The listing below should be printed in full and exactly, apart from its images.

▶ Data records:
====================
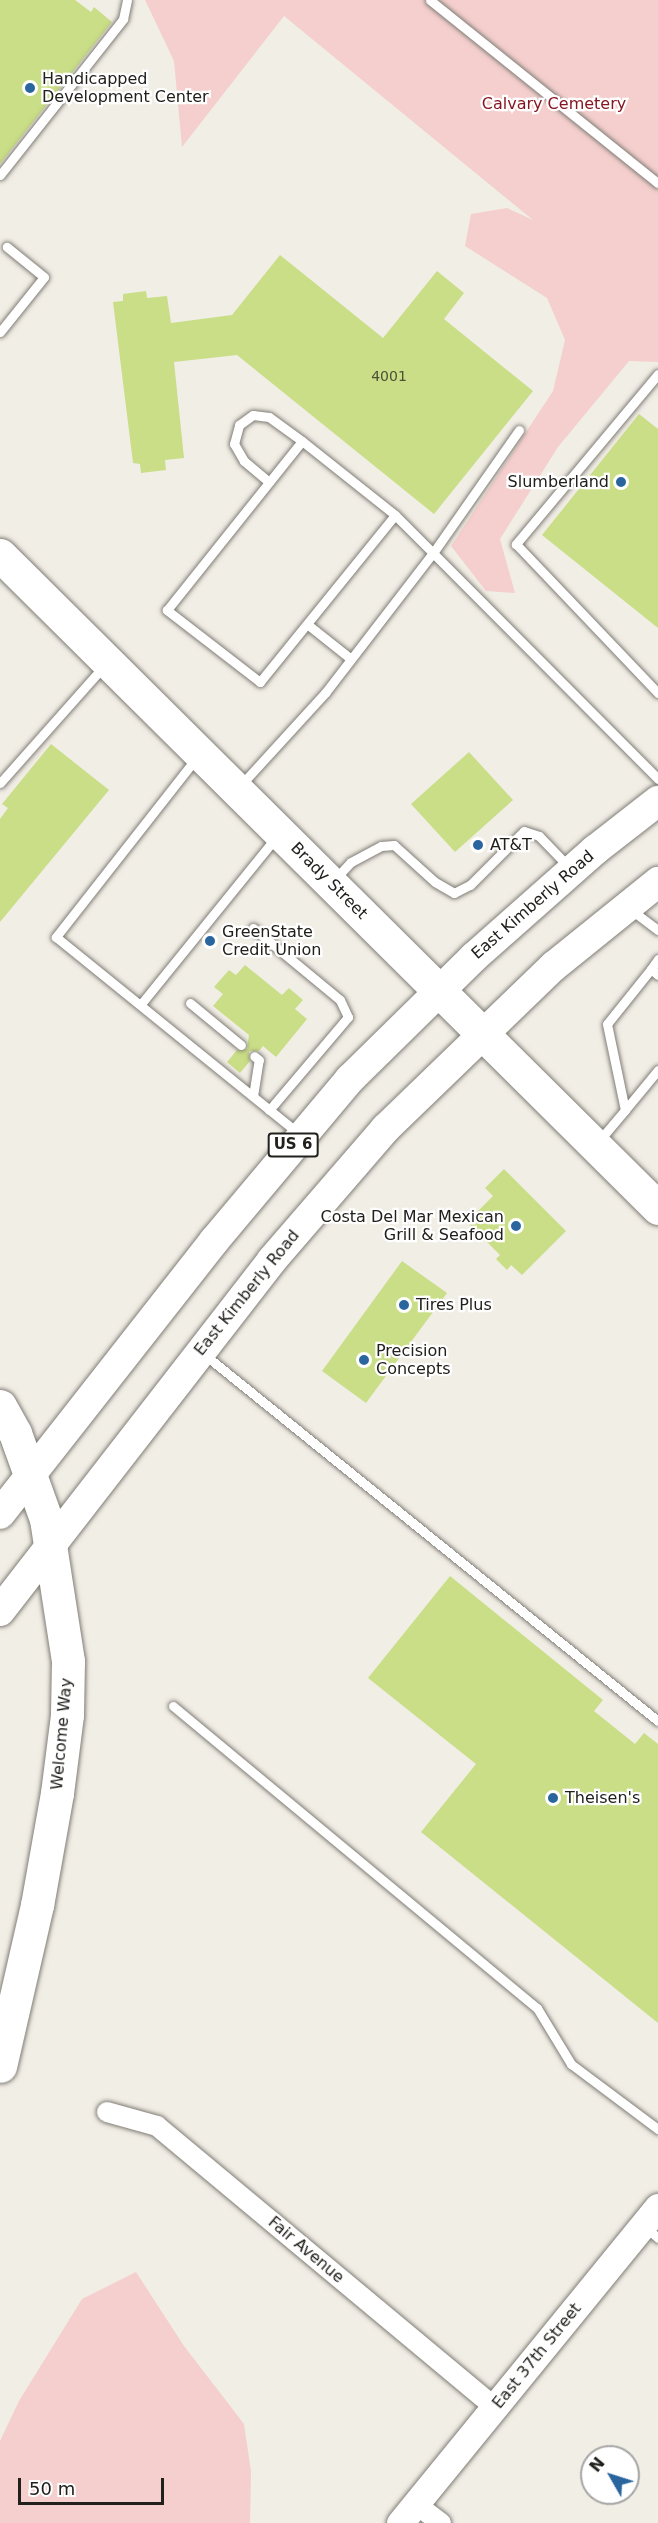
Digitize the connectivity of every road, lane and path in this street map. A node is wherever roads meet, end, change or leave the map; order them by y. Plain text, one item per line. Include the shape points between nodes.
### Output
1 (127, 0) edge
2 (430, 0) edge
3 (0, 175) edge
4 (658, 183) edge
5 (7, 247) dead end
6 (0, 332) edge
7 (658, 374) edge
8 (519, 430) dead end
9 (302, 441) junction
10 (269, 482) junction
11 (395, 515) junction
12 (433, 553) junction
13 (0, 555) edge
14 (307, 624) junction
15 (351, 659) junction
16 (107, 662) junction
17 (658, 693) edge
18 (200, 754) junction
19 (658, 779) edge
20 (0, 783) edge
21 (236, 790) junction
22 (658, 801) edge
23 (279, 832) junction
24 (572, 870) junction
25 (658, 882) edge
26 (331, 884) junction
27 (626, 906) junction
28 (252, 928) dead end
29 (658, 930) edge
30 (658, 959) edge
31 (654, 972) edge
32 (438, 990) junction
33 (190, 1003) dead end
34 (141, 1004) junction
35 (482, 1033) junction
36 (241, 1045) dead end
37 (255, 1056) dead end
38 (658, 1070) edge
39 (252, 1096) junction
40 (269, 1110) junction
41 (625, 1110) junction
42 (301, 1136) junction
43 (595, 1146) junction
44 (658, 1208) edge
45 (201, 1351) junction
46 (0, 1406) edge
47 (30, 1476) junction
48 (0, 1514) edge
49 (51, 1545) junction
50 (0, 1611) edge
51 (173, 1706) dead end
52 (658, 1721) edge
53 (0, 2066) edge
54 (107, 2112) dead end
55 (658, 2129) edge
56 (653, 2224) edge
57 (495, 2408) junction
58 (408, 2514) edge
59 (441, 2523) edge

1 - 3 lane via 123,19
2 - 4 lane
5 - 6 lane via 44,277
7 - 17 lane via 516,544
8 - 12 lane
9 - 10 lane
9 - 10 lane via 269,417 253,415 239,425 234,444 244,461
9 - 11 lane
10 - 14 lane via 167,610 260,682
11 - 12 lane
11 - 14 lane
12 - 15 lane
12 - 19 lane
13 - 16 highway, Brady Street
14 - 15 lane
15 - 21 lane
16 - 18 highway, Brady Street
16 - 20 lane
18 - 21 highway, Brady Street
18 - 34 lane via 56,937
21 - 23 highway, Brady Street
22 - 24 main road, East Kimberly Road / US 6
23 - 26 highway, Brady Street
23 - 34 lane
24 - 26 lane via 539,836 524,831 470,885 454,893 435,882 394,845 381,846 351,862
24 - 32 main road, East Kimberly Road / US 6
25 - 27 main road, East Kimberly Road
26 - 32 highway, Brady Street
27 - 29 lane
27 - 35 main road, East Kimberly Road
28 - 40 lane via 340,1000 348,1017
30 - 31 lane
31 - 41 lane via 607,1024
32 - 35 highway, Brady Street
32 - 42 main road, East Kimberly Road / US 6 via 393,1033
33 - 36 lane
34 - 39 lane
35 - 43 highway, Brady Street
35 - 45 main road, East Kimberly Road via 386,1128 272,1260
37 - 39 lane via 259,1060
38 - 41 lane
39 - 40 lane
40 - 42 lane
41 - 43 lane
42 - 47 main road, East Kimberly Road / US 6
43 - 44 highway, Brady Street
45 - 49 main road, East Kimberly Road
45 - 52 lane
46 - 47 highway, Welcome Way
47 - 48 main road, East Kimberly Road / US 6
47 - 49 highway, Welcome Way
49 - 50 main road, East Kimberly Road
49 - 53 highway, Welcome Way via 68,1661 67,1715 37,1905
51 - 55 lane via 537,2008 571,2064
54 - 57 street, Fair Avenue via 157,2126
56 - 57 street, East 37th Street
57 - 58 street, East 37th Street
58 - 59 street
====================
▶ Task output:
Digitize the connectivity of every road, lane and path in this street map. A node is wherever roads meet, end, change or leave the map; order them by y. Plain text, one item per line. Include the shape points between nodes.
### Output
1 (127, 0) edge
2 (430, 0) edge
3 (0, 175) edge
4 (658, 183) edge
5 (7, 247) dead end
6 (0, 332) edge
7 (658, 374) edge
8 (519, 430) dead end
9 (302, 441) junction
10 (269, 482) junction
11 (395, 515) junction
12 (433, 553) junction
13 (0, 555) edge
14 (307, 624) junction
15 (351, 659) junction
16 (107, 662) junction
17 (658, 693) edge
18 (200, 754) junction
19 (658, 779) edge
20 (0, 783) edge
21 (236, 790) junction
22 (658, 801) edge
23 (279, 832) junction
24 (572, 870) junction
25 (658, 882) edge
26 (331, 884) junction
27 (626, 906) junction
28 (252, 928) dead end
29 (658, 930) edge
30 (658, 959) edge
31 (654, 972) edge
32 (438, 990) junction
33 (190, 1003) dead end
34 (141, 1004) junction
35 (482, 1033) junction
36 (241, 1045) dead end
37 (255, 1056) dead end
38 (658, 1070) edge
39 (252, 1096) junction
40 (269, 1110) junction
41 (625, 1110) junction
42 (301, 1136) junction
43 (595, 1146) junction
44 (658, 1208) edge
45 (201, 1351) junction
46 (0, 1406) edge
47 (30, 1476) junction
48 (0, 1514) edge
49 (51, 1545) junction
50 (0, 1611) edge
51 (173, 1706) dead end
52 (658, 1721) edge
53 (0, 2066) edge
54 (107, 2112) dead end
55 (658, 2129) edge
56 (653, 2224) edge
57 (495, 2408) junction
58 (408, 2514) edge
59 (441, 2523) edge

1 - 3 lane via 123,19
2 - 4 lane
5 - 6 lane via 44,277
7 - 17 lane via 516,544
8 - 12 lane
9 - 10 lane
9 - 10 lane via 269,417 253,415 239,425 234,444 244,461
9 - 11 lane
10 - 14 lane via 167,610 260,682
11 - 12 lane
11 - 14 lane
12 - 15 lane
12 - 19 lane
13 - 16 highway, Brady Street
14 - 15 lane
15 - 21 lane
16 - 18 highway, Brady Street
16 - 20 lane
18 - 21 highway, Brady Street
18 - 34 lane via 56,937
21 - 23 highway, Brady Street
22 - 24 main road, East Kimberly Road / US 6
23 - 26 highway, Brady Street
23 - 34 lane
24 - 26 lane via 539,836 524,831 470,885 454,893 435,882 394,845 381,846 351,862
24 - 32 main road, East Kimberly Road / US 6
25 - 27 main road, East Kimberly Road
26 - 32 highway, Brady Street
27 - 29 lane
27 - 35 main road, East Kimberly Road
28 - 40 lane via 340,1000 348,1017
30 - 31 lane
31 - 41 lane via 607,1024
32 - 35 highway, Brady Street
32 - 42 main road, East Kimberly Road / US 6 via 393,1033
33 - 36 lane
34 - 39 lane
35 - 43 highway, Brady Street
35 - 45 main road, East Kimberly Road via 386,1128 272,1260
37 - 39 lane via 259,1060
38 - 41 lane
39 - 40 lane
40 - 42 lane
41 - 43 lane
42 - 47 main road, East Kimberly Road / US 6
43 - 44 highway, Brady Street
45 - 49 main road, East Kimberly Road
45 - 52 lane
46 - 47 highway, Welcome Way
47 - 48 main road, East Kimberly Road / US 6
47 - 49 highway, Welcome Way
49 - 50 main road, East Kimberly Road
49 - 53 highway, Welcome Way via 68,1661 67,1715 37,1905
51 - 55 lane via 537,2008 571,2064
54 - 57 street, Fair Avenue via 157,2126
56 - 57 street, East 37th Street
57 - 58 street, East 37th Street
58 - 59 street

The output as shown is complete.